Posted on 05/21/2002 7:55:47 AM PDT by ThreeOfSeven

Observer Worldview Extra


Why Israel's 'seruvniks' say enough is enough

The laywer representing Israeli conscripts who refuse to serve beyond the 1967 ceasefire lines explains why a growing number of soldiers are disobeying orders, in order to protect the basic values on which Israel was founded.

Observer Worldview

Michael Sfard
Sunday May 19, 2002
The Observer

It is said that in the first few years of the Israeli occupation of the West Bank and Gaza Strip, no one seriously thought of holding on to these territories forever. It was at the time widely assumed, that these newly conquered lands were to be handed back to the Arabs as part of a peace agreement. I don't remember those days.

I was raised in a different Israel. In my Israel the small fundamentalist group of Jewish settlers has always enjoyed more political power than their relative share in the Israeli population. In my Israel both left-wing and right-wing governments enabled the colonialisation of these occupied Palestinian lands. My Israel paid, and is still paying, a heavy moral price for ruling another nation by the force of the sword. My Israel, built on the founding values of humanism, pluralism and democracy is being lost.

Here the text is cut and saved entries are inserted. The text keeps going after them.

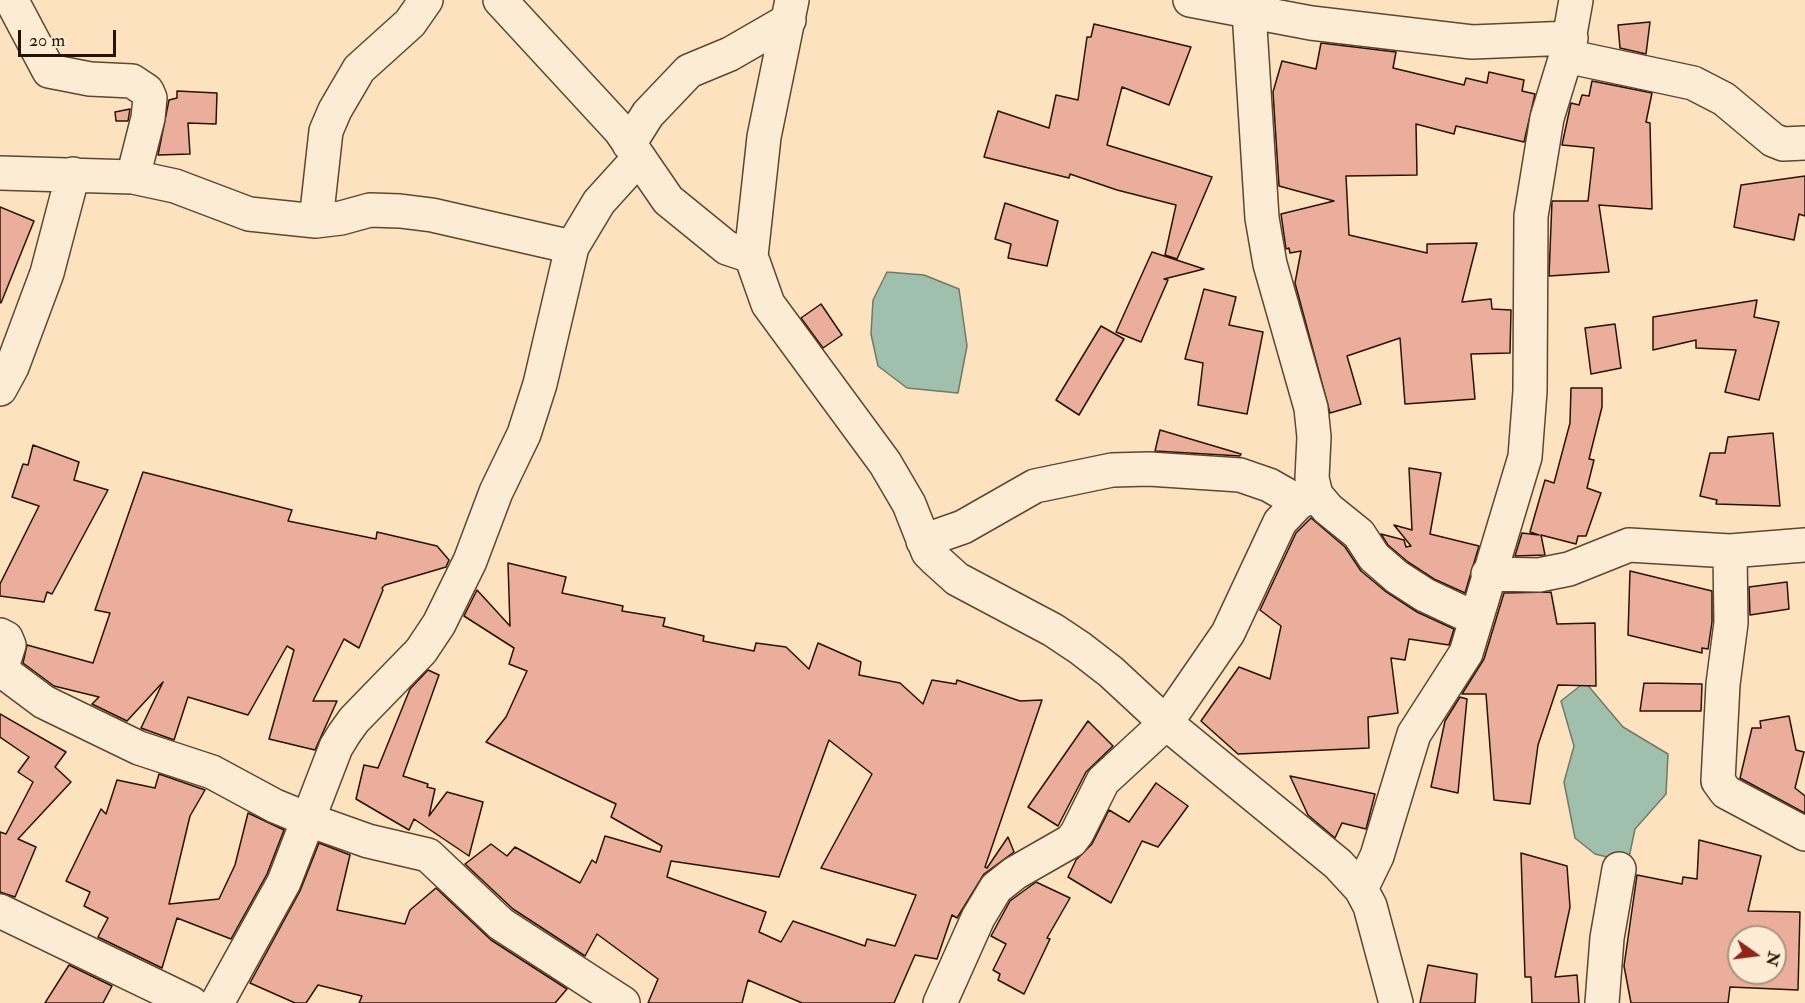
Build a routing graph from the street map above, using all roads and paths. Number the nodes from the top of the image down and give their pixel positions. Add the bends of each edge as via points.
1 (426, 0) edge
2 (501, 0) edge
3 (1576, 0) edge
4 (1202, 1) edge
5 (9, 9) edge
6 (791, 10) edge
7 (1249, 11) junction
8 (1568, 47) junction
9 (1805, 143) edge
10 (633, 151) junction
11 (0, 173) edge
12 (73, 174) junction
13 (133, 177) junction
14 (316, 221) junction
15 (572, 247) junction
16 (751, 256) junction
17 (0, 389) edge
18 (1307, 498) junction
19 (923, 541) junction
20 (1805, 545) edge
21 (1730, 550) junction
22 (1488, 574) junction
23 (1476, 619) junction
24 (0, 634) edge
25 (1166, 723) junction
26 (309, 820) junction
27 (1805, 834) edge
28 (1619, 869) dead end
29 (1361, 889) junction
30 (0, 911) edge
31 (612, 1000) edge
32 (191, 1003) edge
33 (217, 1003) edge
34 (940, 1003) edge
35 (1396, 1003) edge
36 (1602, 1003) edge

1 - 14 street via 410,23 358,69 335,110 326,131
2 - 10 street via 589,94
3 - 8 street
4 - 7 street
5 - 13 street via 49,71 90,79 132,81 147,92 148,118
6 - 10 street via 730,54 689,71 648,114
6 - 16 street via 764,137
7 - 8 street via 1311,23 1472,42
7 - 18 street via 1262,218 1270,264 1311,408 1314,437
8 - 9 street via 1702,86 1773,140 1783,144
8 - 22 street via 1547,118 1531,216 1530,391 1525,458
10 - 15 street
10 - 16 street via 679,211 727,248
11 - 12 street
12 - 13 street
12 - 17 street via 47,273
13 - 14 street via 175,186 249,214
14 - 15 street via 370,210 400,211
15 - 26 street via 540,384 524,434 496,492 471,561 421,651 344,734
16 - 19 street via 768,304 885,463 909,504
18 - 19 street via 1240,475 1112,470 1035,486 963,527
18 - 23 street via 1359,534 1374,557 1397,577
18 - 25 street via 1288,512 1275,531 1234,623
19 - 25 street via 957,579 1068,639
20 - 21 street
21 - 22 street via 1629,544 1559,571 1539,575
21 - 27 street via 1731,623 1718,781 1726,792
22 - 23 street
23 - 29 street via 1461,663 1414,734 1377,856
24 - 26 street via 9,645 1,670 24,689 139,748 212,772
25 - 29 street via 1338,864
25 - 34 street via 1103,781 1071,841 996,888 978,918
26 - 31 street via 368,841 428,855 501,924
26 - 33 street via 279,892
28 - 36 street via 1607,938
29 - 35 street via 1370,906
30 - 32 street

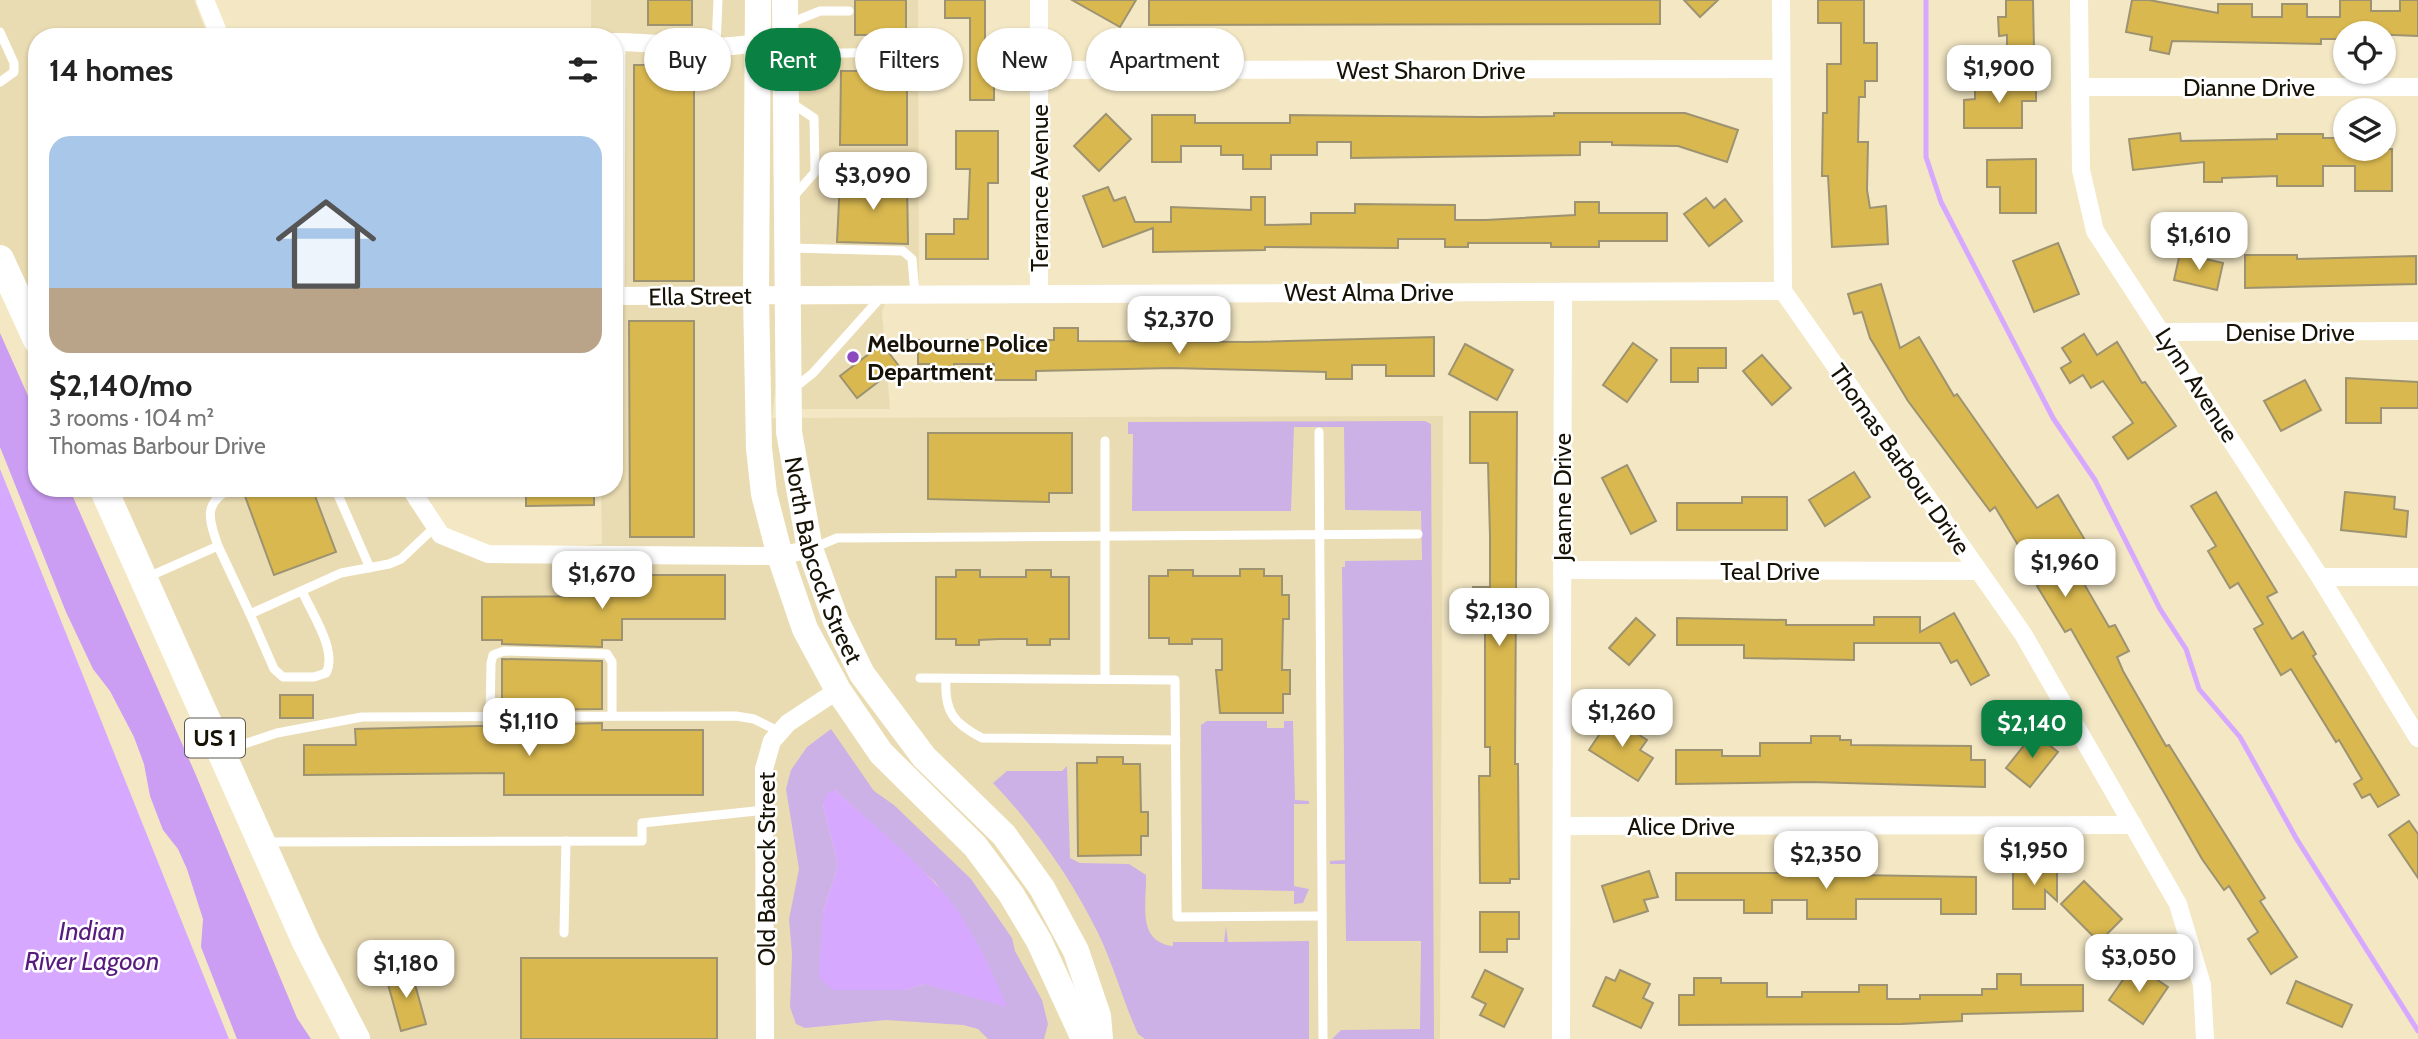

Three months ago an unprecedented petition by reserve soldiers was published in the Israeli press. The signatories declared their intention to refuse to serve the Israeli occupation and disobey any order to go, as soldiers, beyond the 1967 ceasefire lines. The number of signatories (known as 'seruvniks' for the Hebrew word 'seruv' - refusal) has increased rapidly from 50 in the first petition to 462 as of today. Though refusal in Israel was not uncommon, the scale of this petition is a novelty. Most of the signatories are hardened combat officers and soldiers, and all of them served many years in the occupied territories. Since the launch of the petition, about forty of those who have endorsed the petition have been sent to military prisons as a result of their refusal.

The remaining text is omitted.